Still, the film does offer fascinating insights into the largely undocumented experiences of ground troops during the Gulf War. While the physical details of the conflict are expertly rendered, it's the psychological insights that offer the juiciest tidbits.

In contrast to the anti-war paradigm of Vietnam, these soldiers can't wait to get into battle. They are openly and unapologetically bloodthirsty, watching famous scenes from films like Apocalypse Now to pump themselves up for the coming conflict. Much of the frustration that soon becomes the movie's pervading mood comes from the lack of opportunity to make use of the deadly skills they have won with such hard labour. They feel they are killing machines, plonked in the desert and left to rust.

The filmmakers have made a good deal of noise about the film's depictions of camaraderie and loyalty - the rather tired "brotherhood of warriors" shtick - but its depictions of the less glamorous aspects of modern warfare - boredom, sexual frustration, infighting - are far more original and interesting.

Though its topics may be unglamorous, the movie is still a visual treat. This is largely due to a crew that boasts industry masters like director of photography Roger Deakins (The Shawshank Redemption and Fargo) as well as production designer Dennis Grasner and editor Walter Murch - both double Oscar winners. With the help of the world famous effects agency Industrial Light and Magic, they have recreated the Gulf in breathtaking and beautiful detail.

The movie also features solid performances from the cast. Though all involved have done better work before, there are no significant weak points. There is some particularly good chemistry between Jake Gyllenhaal and Peter Sarsgard - helped no doubt by their longstanding off screen friendship (in fact Sarsgard is dating Jake's older sister, Maggie). It's always a pleasure to see Jamie Foxx onscreen, and he brings both maturity and magnetism to his role as Staff Segeant Sykes. If anything Foxx is wasted on this rather small role, but he certainly makes the most of it.

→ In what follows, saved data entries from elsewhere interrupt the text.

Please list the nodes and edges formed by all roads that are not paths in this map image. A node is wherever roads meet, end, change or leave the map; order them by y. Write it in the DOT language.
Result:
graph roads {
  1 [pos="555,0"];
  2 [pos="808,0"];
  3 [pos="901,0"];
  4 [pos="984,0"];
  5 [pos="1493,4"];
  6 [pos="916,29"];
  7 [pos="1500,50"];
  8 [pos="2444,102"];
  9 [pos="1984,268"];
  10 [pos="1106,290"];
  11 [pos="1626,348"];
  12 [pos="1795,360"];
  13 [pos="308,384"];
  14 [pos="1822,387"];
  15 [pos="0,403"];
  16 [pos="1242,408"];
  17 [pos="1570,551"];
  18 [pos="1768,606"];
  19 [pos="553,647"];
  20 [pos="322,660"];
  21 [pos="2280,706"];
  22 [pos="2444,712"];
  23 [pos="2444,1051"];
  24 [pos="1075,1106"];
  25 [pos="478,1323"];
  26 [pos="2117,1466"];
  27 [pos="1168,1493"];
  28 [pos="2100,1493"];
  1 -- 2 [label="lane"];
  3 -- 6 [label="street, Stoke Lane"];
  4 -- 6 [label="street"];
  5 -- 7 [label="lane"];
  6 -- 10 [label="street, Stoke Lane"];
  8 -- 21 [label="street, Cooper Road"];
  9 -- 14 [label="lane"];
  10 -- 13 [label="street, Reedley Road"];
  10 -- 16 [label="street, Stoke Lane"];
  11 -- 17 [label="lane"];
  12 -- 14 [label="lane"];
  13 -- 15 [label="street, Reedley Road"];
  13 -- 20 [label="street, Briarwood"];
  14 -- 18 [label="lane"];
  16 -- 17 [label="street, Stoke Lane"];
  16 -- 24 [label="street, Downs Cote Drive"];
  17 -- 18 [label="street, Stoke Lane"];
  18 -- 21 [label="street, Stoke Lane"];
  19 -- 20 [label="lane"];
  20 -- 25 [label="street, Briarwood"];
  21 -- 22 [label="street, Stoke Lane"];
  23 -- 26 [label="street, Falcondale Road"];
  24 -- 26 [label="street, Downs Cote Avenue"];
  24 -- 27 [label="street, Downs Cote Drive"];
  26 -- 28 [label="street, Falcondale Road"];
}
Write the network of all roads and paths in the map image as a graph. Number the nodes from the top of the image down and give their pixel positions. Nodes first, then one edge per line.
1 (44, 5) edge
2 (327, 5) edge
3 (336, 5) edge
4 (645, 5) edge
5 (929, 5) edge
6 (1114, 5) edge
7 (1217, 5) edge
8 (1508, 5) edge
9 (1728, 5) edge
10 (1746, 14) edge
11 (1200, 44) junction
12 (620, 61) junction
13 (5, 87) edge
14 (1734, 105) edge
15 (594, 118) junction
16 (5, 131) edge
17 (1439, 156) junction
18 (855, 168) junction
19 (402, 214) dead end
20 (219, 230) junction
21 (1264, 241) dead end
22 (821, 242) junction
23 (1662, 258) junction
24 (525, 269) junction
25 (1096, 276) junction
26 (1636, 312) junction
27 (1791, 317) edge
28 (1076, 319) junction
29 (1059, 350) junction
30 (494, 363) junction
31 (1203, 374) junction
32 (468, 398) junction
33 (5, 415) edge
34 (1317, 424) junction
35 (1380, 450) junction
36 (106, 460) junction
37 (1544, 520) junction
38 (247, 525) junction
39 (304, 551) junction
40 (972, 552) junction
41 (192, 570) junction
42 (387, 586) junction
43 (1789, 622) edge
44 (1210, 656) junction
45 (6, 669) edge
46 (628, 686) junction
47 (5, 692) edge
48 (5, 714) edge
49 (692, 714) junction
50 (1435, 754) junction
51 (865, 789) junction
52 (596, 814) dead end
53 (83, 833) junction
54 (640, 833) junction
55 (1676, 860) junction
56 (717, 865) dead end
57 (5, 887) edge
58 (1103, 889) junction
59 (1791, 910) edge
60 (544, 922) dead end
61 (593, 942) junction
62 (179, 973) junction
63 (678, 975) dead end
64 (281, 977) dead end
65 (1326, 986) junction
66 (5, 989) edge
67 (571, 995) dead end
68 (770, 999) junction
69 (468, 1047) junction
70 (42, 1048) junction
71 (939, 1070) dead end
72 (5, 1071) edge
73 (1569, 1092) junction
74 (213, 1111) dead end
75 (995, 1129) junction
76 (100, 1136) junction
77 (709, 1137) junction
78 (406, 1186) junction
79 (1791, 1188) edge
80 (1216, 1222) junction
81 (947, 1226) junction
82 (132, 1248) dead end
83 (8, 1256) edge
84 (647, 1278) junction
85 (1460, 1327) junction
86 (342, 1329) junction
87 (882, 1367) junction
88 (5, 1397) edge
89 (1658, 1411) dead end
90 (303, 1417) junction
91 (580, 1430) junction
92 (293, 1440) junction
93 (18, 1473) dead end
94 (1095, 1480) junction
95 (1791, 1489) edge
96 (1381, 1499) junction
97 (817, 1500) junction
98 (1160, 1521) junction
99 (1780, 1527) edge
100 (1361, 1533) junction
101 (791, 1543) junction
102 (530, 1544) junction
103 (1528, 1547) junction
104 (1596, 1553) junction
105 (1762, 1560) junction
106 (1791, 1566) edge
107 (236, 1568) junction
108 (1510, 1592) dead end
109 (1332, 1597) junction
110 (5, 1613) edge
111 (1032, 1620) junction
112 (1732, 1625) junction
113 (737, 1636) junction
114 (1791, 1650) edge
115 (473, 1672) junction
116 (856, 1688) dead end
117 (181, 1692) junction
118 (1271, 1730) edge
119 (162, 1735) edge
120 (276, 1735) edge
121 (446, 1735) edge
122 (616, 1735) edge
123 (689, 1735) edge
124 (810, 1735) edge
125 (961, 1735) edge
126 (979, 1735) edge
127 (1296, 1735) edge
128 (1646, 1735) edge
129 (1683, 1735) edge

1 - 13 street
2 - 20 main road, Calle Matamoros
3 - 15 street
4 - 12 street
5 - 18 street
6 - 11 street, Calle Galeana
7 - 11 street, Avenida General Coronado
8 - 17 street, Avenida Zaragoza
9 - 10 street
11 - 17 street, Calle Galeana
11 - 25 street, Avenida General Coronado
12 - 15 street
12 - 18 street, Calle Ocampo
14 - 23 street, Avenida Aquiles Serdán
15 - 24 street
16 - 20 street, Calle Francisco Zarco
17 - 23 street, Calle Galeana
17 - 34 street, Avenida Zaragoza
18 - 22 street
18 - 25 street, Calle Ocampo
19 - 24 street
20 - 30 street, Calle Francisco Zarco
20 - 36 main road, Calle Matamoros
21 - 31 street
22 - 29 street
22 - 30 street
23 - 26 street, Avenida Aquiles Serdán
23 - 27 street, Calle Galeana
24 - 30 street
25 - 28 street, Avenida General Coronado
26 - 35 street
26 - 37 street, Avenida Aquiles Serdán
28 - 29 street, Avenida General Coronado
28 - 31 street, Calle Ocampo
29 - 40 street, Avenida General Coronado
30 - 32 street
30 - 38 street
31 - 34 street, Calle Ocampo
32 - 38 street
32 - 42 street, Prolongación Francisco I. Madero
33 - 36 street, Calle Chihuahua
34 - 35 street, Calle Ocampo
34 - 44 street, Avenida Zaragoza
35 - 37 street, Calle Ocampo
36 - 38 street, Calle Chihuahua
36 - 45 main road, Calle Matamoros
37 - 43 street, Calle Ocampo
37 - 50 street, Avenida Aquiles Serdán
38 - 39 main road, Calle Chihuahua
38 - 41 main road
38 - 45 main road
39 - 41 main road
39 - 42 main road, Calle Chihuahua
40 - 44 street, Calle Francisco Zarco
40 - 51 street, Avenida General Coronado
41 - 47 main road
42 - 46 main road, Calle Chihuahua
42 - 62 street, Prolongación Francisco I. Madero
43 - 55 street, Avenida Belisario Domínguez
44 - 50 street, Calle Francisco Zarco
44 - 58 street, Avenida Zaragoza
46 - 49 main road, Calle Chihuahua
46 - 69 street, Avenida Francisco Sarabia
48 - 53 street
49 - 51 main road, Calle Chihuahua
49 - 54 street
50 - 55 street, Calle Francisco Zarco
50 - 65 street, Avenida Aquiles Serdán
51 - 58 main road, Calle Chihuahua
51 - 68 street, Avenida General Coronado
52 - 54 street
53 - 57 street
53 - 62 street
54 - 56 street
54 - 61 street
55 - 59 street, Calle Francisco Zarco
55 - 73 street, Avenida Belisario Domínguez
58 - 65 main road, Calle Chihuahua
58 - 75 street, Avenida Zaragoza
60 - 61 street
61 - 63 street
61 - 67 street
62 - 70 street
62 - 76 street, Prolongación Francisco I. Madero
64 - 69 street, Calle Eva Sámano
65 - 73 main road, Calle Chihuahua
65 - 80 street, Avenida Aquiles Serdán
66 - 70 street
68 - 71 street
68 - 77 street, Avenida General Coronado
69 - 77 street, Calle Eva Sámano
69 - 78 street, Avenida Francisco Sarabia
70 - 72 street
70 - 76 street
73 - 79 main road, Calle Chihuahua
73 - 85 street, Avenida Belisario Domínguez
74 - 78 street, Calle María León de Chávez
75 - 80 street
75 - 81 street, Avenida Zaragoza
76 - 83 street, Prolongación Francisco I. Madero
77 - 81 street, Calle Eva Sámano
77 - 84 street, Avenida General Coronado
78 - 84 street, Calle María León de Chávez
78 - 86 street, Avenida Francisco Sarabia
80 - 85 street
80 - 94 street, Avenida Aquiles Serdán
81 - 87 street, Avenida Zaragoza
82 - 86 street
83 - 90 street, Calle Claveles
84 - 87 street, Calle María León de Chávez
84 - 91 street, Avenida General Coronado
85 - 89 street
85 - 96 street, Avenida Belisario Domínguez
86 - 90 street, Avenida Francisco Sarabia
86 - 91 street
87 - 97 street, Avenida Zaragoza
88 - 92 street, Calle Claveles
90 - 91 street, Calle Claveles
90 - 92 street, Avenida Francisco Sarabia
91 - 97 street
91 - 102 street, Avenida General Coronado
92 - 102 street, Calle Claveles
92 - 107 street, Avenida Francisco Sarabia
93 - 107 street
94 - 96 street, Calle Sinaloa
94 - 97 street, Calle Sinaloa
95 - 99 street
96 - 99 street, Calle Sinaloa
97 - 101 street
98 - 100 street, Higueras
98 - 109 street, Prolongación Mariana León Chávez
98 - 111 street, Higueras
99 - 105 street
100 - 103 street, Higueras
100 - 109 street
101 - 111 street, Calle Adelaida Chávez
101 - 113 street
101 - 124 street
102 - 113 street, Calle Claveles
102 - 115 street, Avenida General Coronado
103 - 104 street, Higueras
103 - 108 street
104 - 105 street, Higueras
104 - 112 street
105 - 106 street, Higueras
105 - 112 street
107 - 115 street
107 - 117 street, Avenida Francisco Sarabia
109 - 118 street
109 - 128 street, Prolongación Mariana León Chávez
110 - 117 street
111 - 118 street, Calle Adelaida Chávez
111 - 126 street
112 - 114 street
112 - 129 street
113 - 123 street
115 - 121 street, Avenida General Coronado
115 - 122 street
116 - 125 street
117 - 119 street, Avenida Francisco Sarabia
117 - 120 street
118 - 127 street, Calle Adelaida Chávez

But, for all it's strong points, the movie somehow comes out as far less than the sum of it's parts. A film doesn't necessarily need a strong central message to succeed (just look at the movies of Jim Jarmusch), but in the case of Jarhead - such a message or theme might have afforded the movie some much needed backbone. Instead it flips and flops around, never committing to saying anything definite. This is a great pity since many of the half formed messages that emerge out of the fog are bold and original. This only adds to the frustration of watching - tainting the whole project with a sense of wasted potential.

So is it worth seeing? Yes, flawed as it is, it is still the most original war movie for at least a decade. Just don't go in expecting any typical war movie paradigms. There are no gung-ho rescue missions, no spectacular firefights to get your pulse racing. In this war the greatest enemies are frustration and the creeping sense that the ordinary soldier is no longer expendable, but superfluous, and that, for most of us, is a bitter pill to swallow.